TASK DETAILS: Give the listing again in full, exactly as written.

INPUT MATERIAL:
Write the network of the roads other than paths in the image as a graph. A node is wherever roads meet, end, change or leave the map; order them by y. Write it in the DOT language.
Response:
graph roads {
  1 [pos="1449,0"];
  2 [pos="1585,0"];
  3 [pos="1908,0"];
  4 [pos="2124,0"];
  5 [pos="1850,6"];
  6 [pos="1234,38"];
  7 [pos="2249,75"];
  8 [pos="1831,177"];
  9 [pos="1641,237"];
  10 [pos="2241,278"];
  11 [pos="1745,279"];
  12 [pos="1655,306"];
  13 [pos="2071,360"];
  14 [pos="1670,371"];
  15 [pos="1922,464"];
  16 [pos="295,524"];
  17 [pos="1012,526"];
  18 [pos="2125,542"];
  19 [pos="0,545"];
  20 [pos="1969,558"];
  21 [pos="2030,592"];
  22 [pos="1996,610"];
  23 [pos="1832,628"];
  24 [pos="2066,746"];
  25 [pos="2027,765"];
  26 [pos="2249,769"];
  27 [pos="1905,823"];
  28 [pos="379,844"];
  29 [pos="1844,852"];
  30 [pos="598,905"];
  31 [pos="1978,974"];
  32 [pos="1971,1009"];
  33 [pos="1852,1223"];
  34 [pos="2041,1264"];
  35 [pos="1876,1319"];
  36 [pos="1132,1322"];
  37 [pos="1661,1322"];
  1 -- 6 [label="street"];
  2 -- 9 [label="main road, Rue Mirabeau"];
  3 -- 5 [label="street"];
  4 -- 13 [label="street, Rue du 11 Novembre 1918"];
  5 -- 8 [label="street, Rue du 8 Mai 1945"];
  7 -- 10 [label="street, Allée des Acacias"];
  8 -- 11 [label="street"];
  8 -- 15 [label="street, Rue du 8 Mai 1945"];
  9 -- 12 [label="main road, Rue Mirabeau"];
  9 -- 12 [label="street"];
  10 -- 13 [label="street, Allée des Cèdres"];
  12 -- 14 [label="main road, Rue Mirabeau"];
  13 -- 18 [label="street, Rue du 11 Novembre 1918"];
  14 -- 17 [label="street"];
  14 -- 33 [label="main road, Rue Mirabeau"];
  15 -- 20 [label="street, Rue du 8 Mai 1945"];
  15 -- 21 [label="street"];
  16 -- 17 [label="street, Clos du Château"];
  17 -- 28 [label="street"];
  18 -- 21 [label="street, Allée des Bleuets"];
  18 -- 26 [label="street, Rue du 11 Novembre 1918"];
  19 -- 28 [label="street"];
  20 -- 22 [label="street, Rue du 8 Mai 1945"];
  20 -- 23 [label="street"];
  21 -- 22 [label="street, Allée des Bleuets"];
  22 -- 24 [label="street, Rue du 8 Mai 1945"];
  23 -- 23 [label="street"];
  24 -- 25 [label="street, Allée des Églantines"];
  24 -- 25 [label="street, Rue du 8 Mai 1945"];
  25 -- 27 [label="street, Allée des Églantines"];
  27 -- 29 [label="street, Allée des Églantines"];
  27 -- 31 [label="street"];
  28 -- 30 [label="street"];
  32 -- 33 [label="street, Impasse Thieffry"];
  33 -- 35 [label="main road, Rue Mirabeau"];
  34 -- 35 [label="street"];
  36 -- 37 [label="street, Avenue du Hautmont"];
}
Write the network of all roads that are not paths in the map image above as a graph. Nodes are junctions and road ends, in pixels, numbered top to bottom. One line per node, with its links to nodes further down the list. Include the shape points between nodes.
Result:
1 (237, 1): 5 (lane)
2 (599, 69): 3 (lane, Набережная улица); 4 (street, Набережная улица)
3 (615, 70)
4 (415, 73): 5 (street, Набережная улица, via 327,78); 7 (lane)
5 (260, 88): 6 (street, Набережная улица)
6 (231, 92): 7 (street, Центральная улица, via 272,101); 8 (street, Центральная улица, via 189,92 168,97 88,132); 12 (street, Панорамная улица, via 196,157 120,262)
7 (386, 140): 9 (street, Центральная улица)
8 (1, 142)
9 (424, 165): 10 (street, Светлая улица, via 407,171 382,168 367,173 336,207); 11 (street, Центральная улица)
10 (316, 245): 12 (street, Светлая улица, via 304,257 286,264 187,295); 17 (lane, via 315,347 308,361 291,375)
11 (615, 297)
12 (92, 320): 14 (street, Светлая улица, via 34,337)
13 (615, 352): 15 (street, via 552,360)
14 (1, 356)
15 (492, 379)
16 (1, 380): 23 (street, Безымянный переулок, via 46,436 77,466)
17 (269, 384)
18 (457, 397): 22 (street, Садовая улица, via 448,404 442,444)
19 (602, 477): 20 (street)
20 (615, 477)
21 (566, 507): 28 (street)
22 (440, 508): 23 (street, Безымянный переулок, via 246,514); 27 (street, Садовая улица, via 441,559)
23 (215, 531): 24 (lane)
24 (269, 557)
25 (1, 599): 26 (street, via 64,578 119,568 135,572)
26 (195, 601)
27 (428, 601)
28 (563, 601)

YOUR RESPONSE:
Write the network of the roads other than paths in the image as a graph. A node is wherever roads meet, end, change or leave the map; order them by y. Write it in the DOT language.
Response:
graph roads {
  1 [pos="1449,0"];
  2 [pos="1585,0"];
  3 [pos="1908,0"];
  4 [pos="2124,0"];
  5 [pos="1850,6"];
  6 [pos="1234,38"];
  7 [pos="2249,75"];
  8 [pos="1831,177"];
  9 [pos="1641,237"];
  10 [pos="2241,278"];
  11 [pos="1745,279"];
  12 [pos="1655,306"];
  13 [pos="2071,360"];
  14 [pos="1670,371"];
  15 [pos="1922,464"];
  16 [pos="295,524"];
  17 [pos="1012,526"];
  18 [pos="2125,542"];
  19 [pos="0,545"];
  20 [pos="1969,558"];
  21 [pos="2030,592"];
  22 [pos="1996,610"];
  23 [pos="1832,628"];
  24 [pos="2066,746"];
  25 [pos="2027,765"];
  26 [pos="2249,769"];
  27 [pos="1905,823"];
  28 [pos="379,844"];
  29 [pos="1844,852"];
  30 [pos="598,905"];
  31 [pos="1978,974"];
  32 [pos="1971,1009"];
  33 [pos="1852,1223"];
  34 [pos="2041,1264"];
  35 [pos="1876,1319"];
  36 [pos="1132,1322"];
  37 [pos="1661,1322"];
  1 -- 6 [label="street"];
  2 -- 9 [label="main road, Rue Mirabeau"];
  3 -- 5 [label="street"];
  4 -- 13 [label="street, Rue du 11 Novembre 1918"];
  5 -- 8 [label="street, Rue du 8 Mai 1945"];
  7 -- 10 [label="street, Allée des Acacias"];
  8 -- 11 [label="street"];
  8 -- 15 [label="street, Rue du 8 Mai 1945"];
  9 -- 12 [label="main road, Rue Mirabeau"];
  9 -- 12 [label="street"];
  10 -- 13 [label="street, Allée des Cèdres"];
  12 -- 14 [label="main road, Rue Mirabeau"];
  13 -- 18 [label="street, Rue du 11 Novembre 1918"];
  14 -- 17 [label="street"];
  14 -- 33 [label="main road, Rue Mirabeau"];
  15 -- 20 [label="street, Rue du 8 Mai 1945"];
  15 -- 21 [label="street"];
  16 -- 17 [label="street, Clos du Château"];
  17 -- 28 [label="street"];
  18 -- 21 [label="street, Allée des Bleuets"];
  18 -- 26 [label="street, Rue du 11 Novembre 1918"];
  19 -- 28 [label="street"];
  20 -- 22 [label="street, Rue du 8 Mai 1945"];
  20 -- 23 [label="street"];
  21 -- 22 [label="street, Allée des Bleuets"];
  22 -- 24 [label="street, Rue du 8 Mai 1945"];
  23 -- 23 [label="street"];
  24 -- 25 [label="street, Allée des Églantines"];
  24 -- 25 [label="street, Rue du 8 Mai 1945"];
  25 -- 27 [label="street, Allée des Églantines"];
  27 -- 29 [label="street, Allée des Églantines"];
  27 -- 31 [label="street"];
  28 -- 30 [label="street"];
  32 -- 33 [label="street, Impasse Thieffry"];
  33 -- 35 [label="main road, Rue Mirabeau"];
  34 -- 35 [label="street"];
  36 -- 37 [label="street, Avenue du Hautmont"];
}
Write the network of all roads that are not paths in the map image above as a graph. Nodes are junctions and road ends, in pixels, numbered top to bottom. One line per node, with its links to nodes further down the list. Include the shape points between nodes.
Result:
1 (237, 1): 5 (lane)
2 (599, 69): 3 (lane, Набережная улица); 4 (street, Набережная улица)
3 (615, 70)
4 (415, 73): 5 (street, Набережная улица, via 327,78); 7 (lane)
5 (260, 88): 6 (street, Набережная улица)
6 (231, 92): 7 (street, Центральная улица, via 272,101); 8 (street, Центральная улица, via 189,92 168,97 88,132); 12 (street, Панорамная улица, via 196,157 120,262)
7 (386, 140): 9 (street, Центральная улица)
8 (1, 142)
9 (424, 165): 10 (street, Светлая улица, via 407,171 382,168 367,173 336,207); 11 (street, Центральная улица)
10 (316, 245): 12 (street, Светлая улица, via 304,257 286,264 187,295); 17 (lane, via 315,347 308,361 291,375)
11 (615, 297)
12 (92, 320): 14 (street, Светлая улица, via 34,337)
13 (615, 352): 15 (street, via 552,360)
14 (1, 356)
15 (492, 379)
16 (1, 380): 23 (street, Безымянный переулок, via 46,436 77,466)
17 (269, 384)
18 (457, 397): 22 (street, Садовая улица, via 448,404 442,444)
19 (602, 477): 20 (street)
20 (615, 477)
21 (566, 507): 28 (street)
22 (440, 508): 23 (street, Безымянный переулок, via 246,514); 27 (street, Садовая улица, via 441,559)
23 (215, 531): 24 (lane)
24 (269, 557)
25 (1, 599): 26 (street, via 64,578 119,568 135,572)
26 (195, 601)
27 (428, 601)
28 (563, 601)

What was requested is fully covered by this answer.